In the finest of irony, The NJTP also runs through the heart of the flavor industry - IFF, Givaudan, and many more. It is literally called The Flavor Corridor, as it produces more than half the flavor chemicals in the United States (Schlosser 2001).
There really should be an audio tour available like they do at museums. Thinking about putting the NJTP logo under copyright protection to generate revenue?
An audio tour might be less contentious.
Here's the program for your visit, please enjoy!
"The entire area from Exit 9 to Exit 18 is either in the midst of or at the edge of an estuarine environment rife with salt marsh, standing water, and untold tons of rotting plant and animal matter.
Even with no industry and no turnpike, this would stink on a hot day. I don't know how much water and ground pollution adds to its foulness, but all that industry sure does leave a lot of both behind.
Add one part each, mix well in heat and humidity, and take a deep breath." -Pete from Boston
Exit 14. Dead animals, or in the parlance of the aroma industry, "the sickly-sweet smell of rotting flesh."

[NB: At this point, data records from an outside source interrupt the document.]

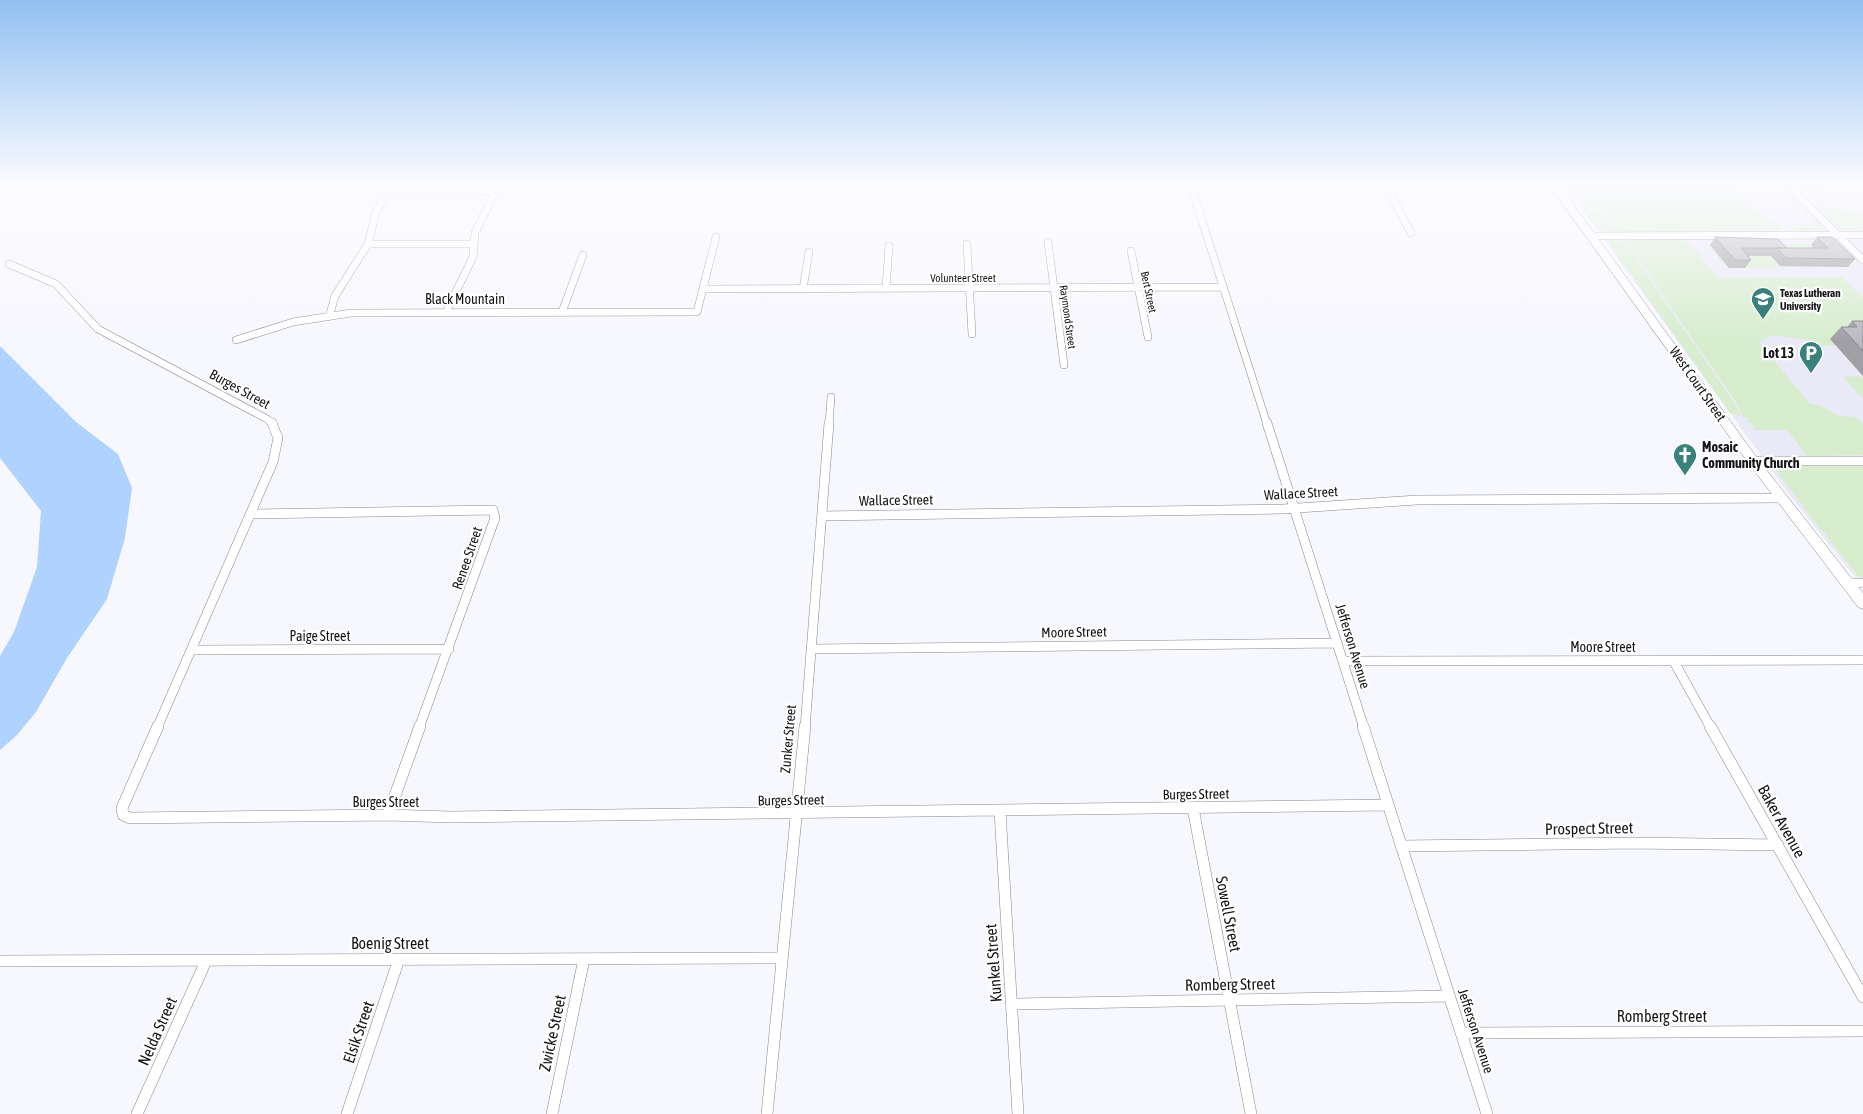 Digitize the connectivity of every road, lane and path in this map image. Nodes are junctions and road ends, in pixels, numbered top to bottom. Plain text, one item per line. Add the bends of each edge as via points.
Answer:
1 (371, 238) edge
2 (474, 238) edge
3 (716, 238) edge
4 (1207, 238) edge
5 (1593, 238) edge
6 (1841, 238) edge
7 (1048, 242) dead end
8 (368, 244) junction
9 (473, 244) junction
10 (967, 244) dead end
11 (889, 246) dead end
12 (809, 252) dead end
13 (1131, 252) dead end
14 (583, 255) dead end
15 (1863, 260) edge
16 (9, 264) dead end
17 (1137, 287) junction
18 (1223, 287) junction
19 (886, 288) junction
20 (969, 288) junction
21 (1054, 288) junction
22 (703, 289) junction
23 (803, 289) junction
24 (446, 312) junction
25 (562, 312) junction
26 (697, 312) joint
27 (330, 314) junction
28 (972, 334) dead end
29 (1148, 337) dead end
30 (236, 340) dead end
31 (1064, 365) dead end
32 (831, 397) dead end
33 (1752, 461) junction
34 (1863, 461) edge
35 (1780, 498) junction
36 (1293, 507) junction
37 (251, 514) junction
38 (822, 516) junction
39 (1848, 583) junction
40 (1863, 583) edge
41 (1863, 603) edge
42 (1337, 643) junction
43 (811, 648) junction
44 (449, 649) junction
45 (192, 650) junction
46 (1674, 660) junction
47 (1863, 660) edge
48 (1343, 661) junction
49 (1387, 805) junction
50 (1193, 808) junction
51 (1000, 811) junction
52 (796, 814) junction
53 (388, 815) junction
54 (1778, 845) junction
55 (1401, 846) junction
56 (781, 958) junction
57 (399, 959) junction
58 (584, 959) junction
59 (0, 961) edge
60 (206, 961) junction
61 (1448, 996) junction
62 (1863, 997) edge
63 (1229, 1000) junction
64 (1012, 1004) junction
65 (1863, 1031) edge
66 (1461, 1033) junction
67 (137, 1114) edge
68 (347, 1114) edge
69 (552, 1114) edge
70 (767, 1114) edge
71 (1018, 1114) edge
72 (1251, 1114) edge
73 (1487, 1114) edge

1 - 8 street
2 - 9 street
3 - 22 street
4 - 18 street, Jefferson Avenue
5 - 33 main road, West Court Street
6 - 15 street
7 - 21 street, Raymond Street
8 - 9 street
8 - 27 street via 335,296
9 - 24 street via 473,257
10 - 20 street
11 - 19 street
12 - 23 street
13 - 17 street, Bert Street
14 - 25 street
16 - 37 street, Burges Street via 61,288 98,329 274,424 279,435 273,462
17 - 18 street, Volunteer Street
17 - 21 street, Volunteer Street
17 - 29 street, Bert Street
18 - 36 street, Jefferson Avenue
19 - 20 street, Volunteer Street
19 - 23 street, Volunteer Street
20 - 21 street, Volunteer Street
20 - 28 street
21 - 31 street, Raymond Street
22 - 23 street, Volunteer Street
22 - 26 street
24 - 25 street, Black Mountain
24 - 27 street, Black Mountain
25 - 26 street, Black Mountain
27 - 30 street, Black Mountain via 267,328
32 - 38 street, Zunker Street
33 - 34 street
33 - 35 main road, West Court Street
35 - 36 street, Wallace Street via 1417,500
35 - 39 main road, West Court Street
36 - 38 street, Wallace Street
36 - 42 street, Jefferson Avenue
37 - 44 street, Renee Street via 493,510 495,518
37 - 45 street, Burges Street
38 - 43 street, Zunker Street
39 - 40 street
39 - 41 main road, West Court Street
42 - 43 street, Moore Street
42 - 48 street, Jefferson Avenue
43 - 52 street, Zunker Street
44 - 45 street, Paige Street
44 - 53 street, Renee Street
45 - 53 street, Burges Street via 122,808 123,816
46 - 47 street, Moore Street
46 - 48 street, Moore Street
46 - 54 street, Baker Avenue
48 - 49 street, Jefferson Avenue
49 - 50 street, Burges Street
49 - 55 street, Jefferson Avenue
50 - 51 street, Burges Street
50 - 63 street, Sowell Street
51 - 52 street, Burges Street
51 - 64 street, Kunkel Street
52 - 53 street, Burges Street
52 - 56 street, Zunker Street
54 - 55 street, Prospect Street
54 - 62 street, Baker Avenue
55 - 61 street, Jefferson Avenue
56 - 58 street, Boenig Street
56 - 70 street, Zunker Street
57 - 58 street, Boenig Street
57 - 60 street, Boenig Street
57 - 68 street, Elsik Street
58 - 69 street, Zwicke Street
59 - 60 street, Boenig Street
60 - 67 street, Nelda Street
61 - 63 street, Romberg Street
61 - 66 street, Jefferson Avenue
63 - 64 street, Romberg Street
63 - 72 street, Sowell Street
64 - 71 street, Kunkel Street
65 - 66 street, Romberg Street
66 - 73 street, Jefferson Avenue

Exit 13A. Rotten egg flatulence.
Exit 13. Baby diapers.
Exit 10-9. Oregano. Can someone explain this please. ... Well, according to our njtp experts in the comments section (thank you Mike), this would be The Spice Chain Co. right off the turnpike, which is also adjacent to the Stroehmann's bakery.

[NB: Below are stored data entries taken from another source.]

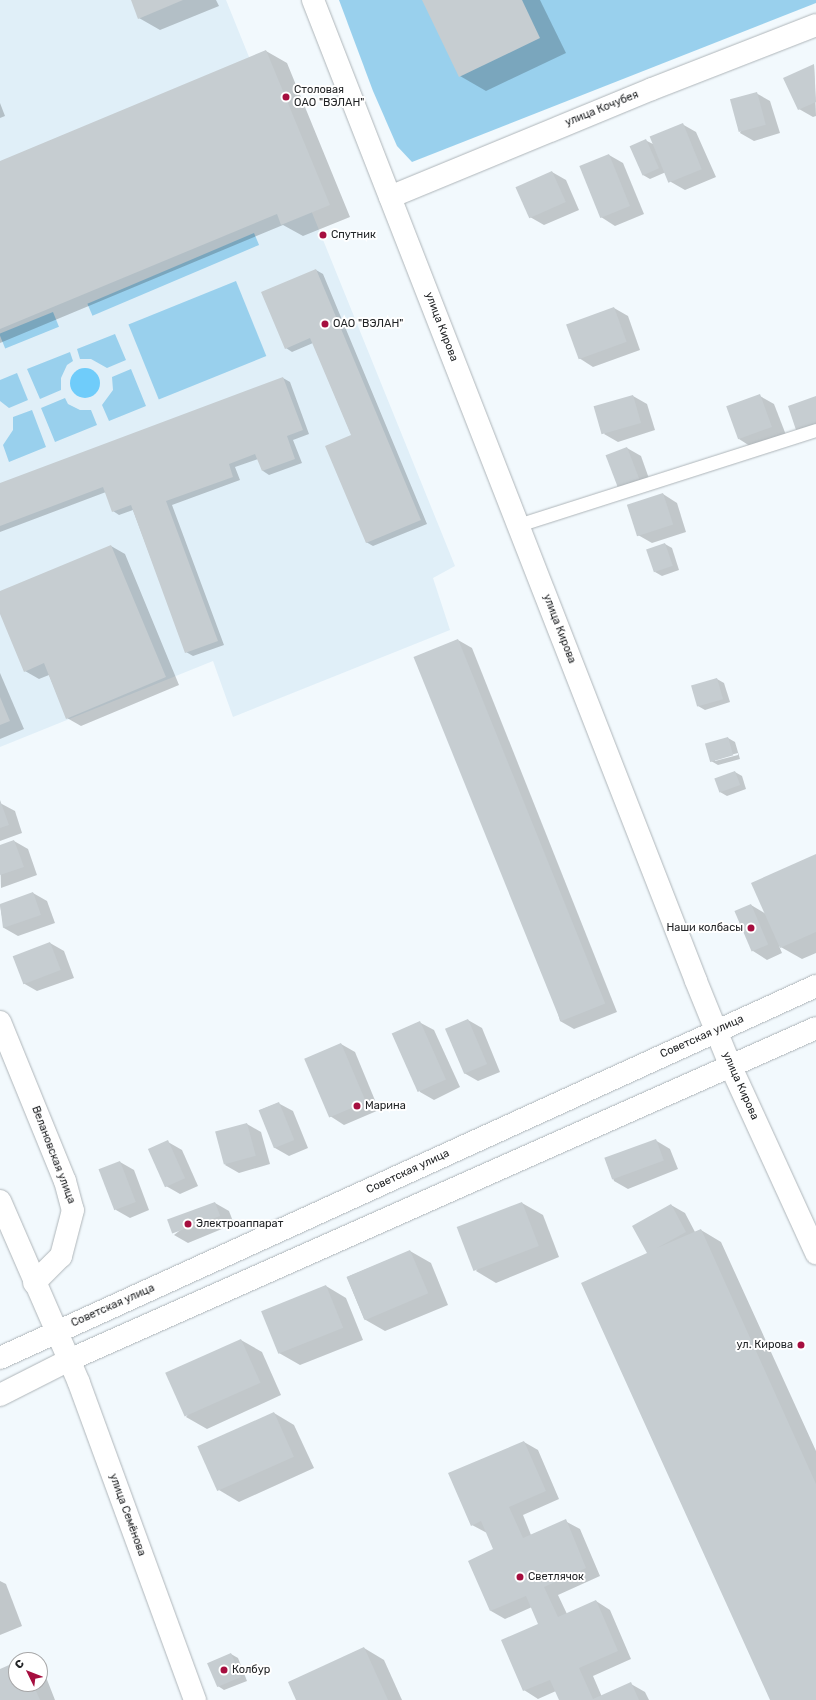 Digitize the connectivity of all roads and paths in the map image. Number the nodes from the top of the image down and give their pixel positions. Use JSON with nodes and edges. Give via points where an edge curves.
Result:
{"nodes":[{"id":1,"x":313,"y":0,"type":"edge"},
{"id":2,"x":816,"y":25,"type":"edge"},
{"id":3,"x":390,"y":196,"type":"junction"},
{"id":4,"x":816,"y":430,"type":"edge"},
{"id":5,"x":518,"y":525,"type":"junction"},
{"id":6,"x":816,"y":986,"type":"edge"},
{"id":7,"x":0,"y":1022,"type":"edge"},
{"id":8,"x":816,"y":1028,"type":"edge"},
{"id":9,"x":716,"y":1030,"type":"junction"},
{"id":10,"x":731,"y":1067,"type":"junction"},
{"id":11,"x":0,"y":1201,"type":"edge"},
{"id":12,"x":816,"y":1253,"type":"edge"},
{"id":13,"x":34,"y":1283,"type":"junction"},
{"id":14,"x":56,"y":1332,"type":"junction"},
{"id":15,"x":0,"y":1358,"type":"edge"},
{"id":16,"x":69,"y":1360,"type":"junction"},
{"id":17,"x":0,"y":1395,"type":"edge"},
{"id":18,"x":195,"y":1700,"type":"edge"}],
"edges":[{"from":1,"to":3,"type":"street","name":"улица Кирова"},
{"from":2,"to":3,"type":"street","name":"улица Кочубея"},
{"from":3,"to":5,"type":"street","name":"улица Кирова"},
{"from":4,"to":5,"type":"lane"},
{"from":5,"to":9,"type":"street","name":"улица Кирова"},
{"from":6,"to":9,"type":"street","name":"Советская улица"},
{"from":7,"to":13,"type":"street","name":"Велановская улица","via":[[65,1181],[73,1210],[61,1256]]},
{"from":8,"to":10,"type":"street"},
{"from":9,"to":10,"type":"street","name":"улица Кирова"},
{"from":9,"to":14,"type":"street","name":"Советская улица"},
{"from":10,"to":12,"type":"street","name":"улица Кирова"},
{"from":10,"to":16,"type":"street"},
{"from":11,"to":13,"type":"street"},
{"from":13,"to":14,"type":"street"},
{"from":14,"to":15,"type":"street","name":"Советская улица"},
{"from":14,"to":16,"type":"street","name":"улица Семёнова"},
{"from":16,"to":17,"type":"street"},
{"from":16,"to":18,"type":"street","name":"улица Семёнова"}]}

Exit 8. "Smells like a Flintstones vitamin factory exploded nearby." @markremo
Kate McLean, olfactory experience designer focusing on human perception of the urban smellscape. she has created smell maps of different cities.
New Jersey Turnpike during a rainstorm
Urban Olfactory: What does history smell like?

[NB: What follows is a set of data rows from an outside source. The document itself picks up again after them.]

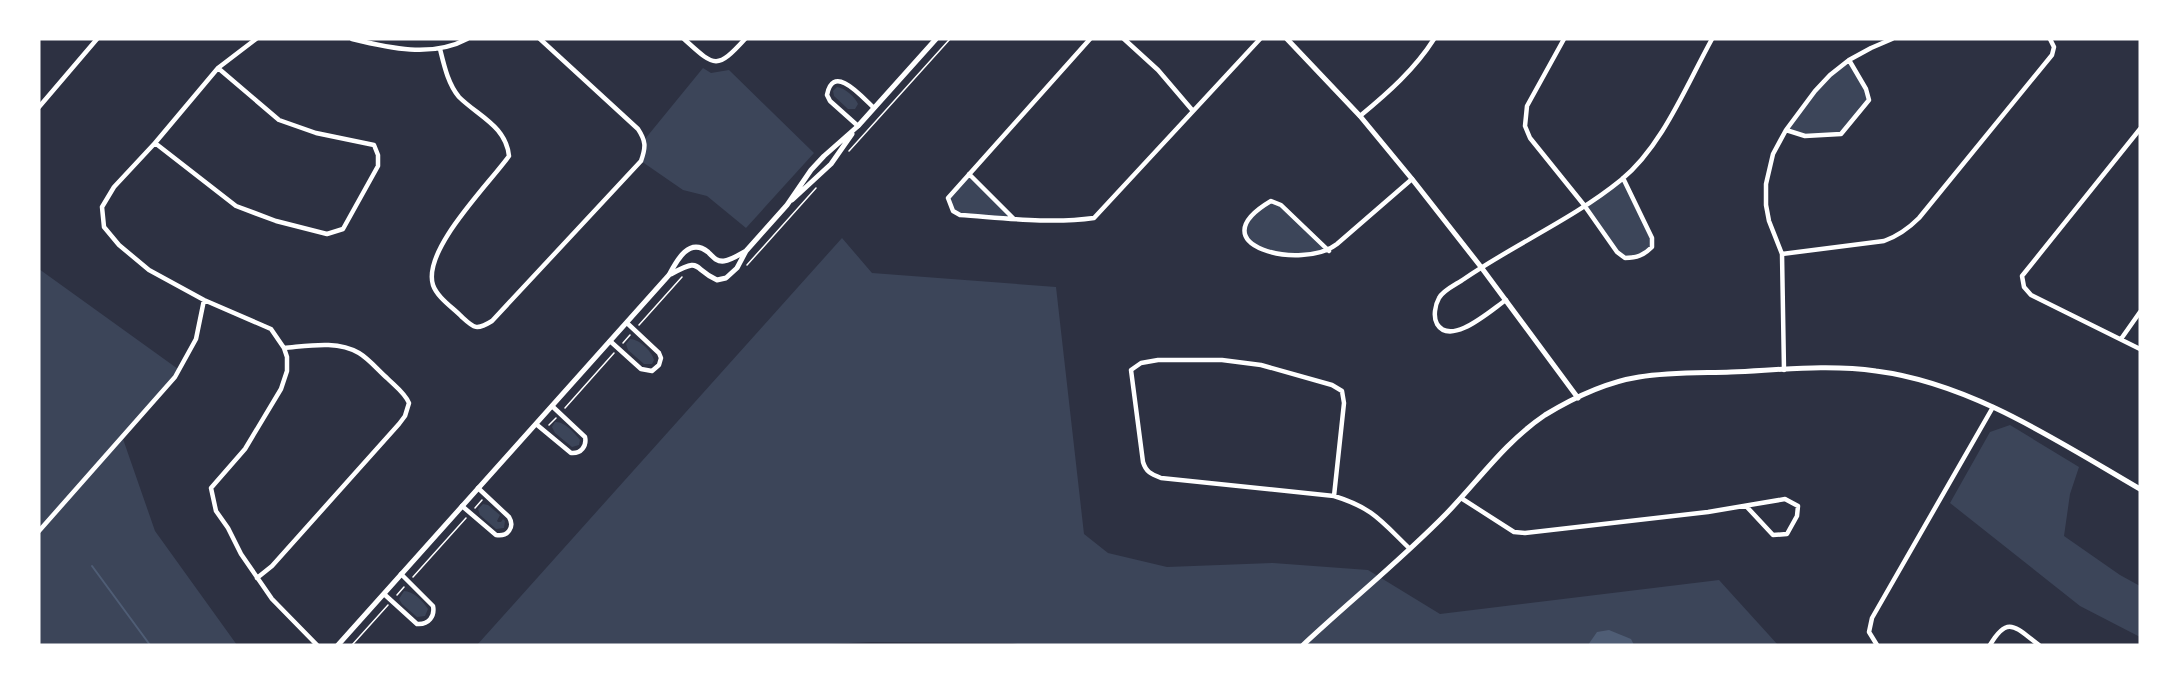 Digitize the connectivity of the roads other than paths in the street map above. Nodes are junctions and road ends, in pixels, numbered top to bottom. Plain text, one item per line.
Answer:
1 (97, 39) edge
2 (256, 39) edge
3 (352, 39) edge
4 (467, 39) edge
5 (540, 39) edge
6 (684, 39) edge
7 (745, 39) edge
8 (936, 39) edge
9 (1090, 39) edge
10 (1124, 39) edge
11 (1260, 39) edge
12 (1287, 39) edge
13 (1434, 39) edge
14 (1564, 39) edge
15 (1712, 39) edge
16 (1892, 39) edge
17 (2050, 39) edge
18 (440, 49) junction
19 (1849, 60) junction
20 (218, 68) junction
21 (39, 107) edge
22 (874, 108) junction
23 (1193, 111) junction
24 (1360, 116) junction
25 (858, 126) junction
26 (2140, 129) edge
27 (1786, 130) junction
28 (155, 143) junction
29 (969, 174) junction
30 (1623, 178) junction
31 (1412, 179) junction
32 (787, 205) junction
33 (1584, 206) junction
34 (1014, 219) junction
35 (746, 251) junction
36 (1329, 251) junction
37 (1782, 254) junction
38 (1481, 267) junction
39 (669, 274) junction
40 (204, 300) junction
41 (1506, 300) junction
42 (2140, 312) edge
43 (627, 323) junction
44 (2121, 339) junction
45 (610, 341) junction
46 (284, 348) junction
47 (2140, 349) edge
48 (1784, 369) junction
49 (1578, 398) junction
50 (552, 406) junction
51 (1993, 407) junction
52 (536, 424) junction
53 (478, 488) junction
54 (2140, 489) edge
55 (1334, 496) junction
56 (1461, 498) junction
57 (462, 506) junction
58 (1746, 506) junction
59 (39, 531) edge
60 (1409, 548) junction
61 (401, 574) junction
62 (257, 578) junction
63 (384, 594) junction
64 (317, 645) edge
65 (338, 645) edge
66 (1303, 645) edge
67 (1877, 645) edge
68 (1990, 645) edge
69 (2039, 645) edge

1 - 21 street
2 - 20 street
3 - 18 street
4 - 18 street
5 - 18 street
6 - 7 street
8 - 22 street
9 - 29 street
10 - 23 street
11 - 23 street
12 - 24 street
13 - 24 street
14 - 33 street
15 - 30 street
16 - 19 street
17 - 37 street
19 - 27 street
19 - 27 street
20 - 28 street
20 - 28 street
22 - 25 street
22 - 25 street
23 - 34 street
24 - 31 street
25 - 32 street
25 - 32 street
26 - 44 street
27 - 37 street
28 - 40 street
29 - 34 street
29 - 34 street
30 - 33 street
30 - 33 street
31 - 36 street
31 - 38 street
32 - 35 street
33 - 38 street
35 - 39 street
35 - 39 street
36 - 36 street
37 - 48 street
38 - 41 street
38 - 41 street
39 - 43 street
40 - 46 street
40 - 59 street
41 - 49 street
42 - 44 street
43 - 45 street
43 - 45 street
44 - 47 street
45 - 50 street
46 - 62 street
46 - 62 street
48 - 49 street
48 - 51 street
49 - 56 street
50 - 52 street
50 - 52 street
51 - 54 street
51 - 67 street
52 - 53 street
53 - 57 street
53 - 57 street
55 - 55 street
55 - 60 street
56 - 58 street
56 - 60 street
57 - 61 street
58 - 58 street
60 - 66 street
61 - 63 street
61 - 63 street
62 - 64 street
63 - 65 street
68 - 69 street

At SPUR - San Francisco - 2014
The scent of the Turnpike “combines the smell of ozone, concrete, petrichor and geosmin to collapse a rainstorm into a single moment, bring country to city & join pavement with sky,” according to the label on the jar.
"NJ Turnpike Tour"
in New Jersey: A Guide to the State, Barbara Westergard says the primary culprits are mercaptans that are by-products of refining (they are also the stuff added to natural gas so you can smell it).
Pete from Boston, AA Roads Forum. July 2014.
The Flavor Corridor
taken from Eric Schlosser, Fast Food Nation, 2001:
“The New Jersey Turnpike runs through the heart of the flavor industry, an industrial corridor dotted with refineries and chemical plants. International Flavors & Fragrances (IFF), the world's largest flavor company, has a manufacturing facility off Exit 8A in Dayton, New Jersey; Givaudan, the world's second-largest flavor company, has a plant in East Hanover. Haarmann & Reimer, the largest German flavor company, has a plant in Teterboro, as does Takasago, the largest Japanese flavor company. Flavor Dynamics has a plant in South Plainfield; Frutarom is in North Bergen; Elan Chemical is in Newark. Dozens of companies manufacture flavors in the corridor between Teaneck and South Brunswick. Altogether the area produces about two thirds of the flavor additives sold in the United States.”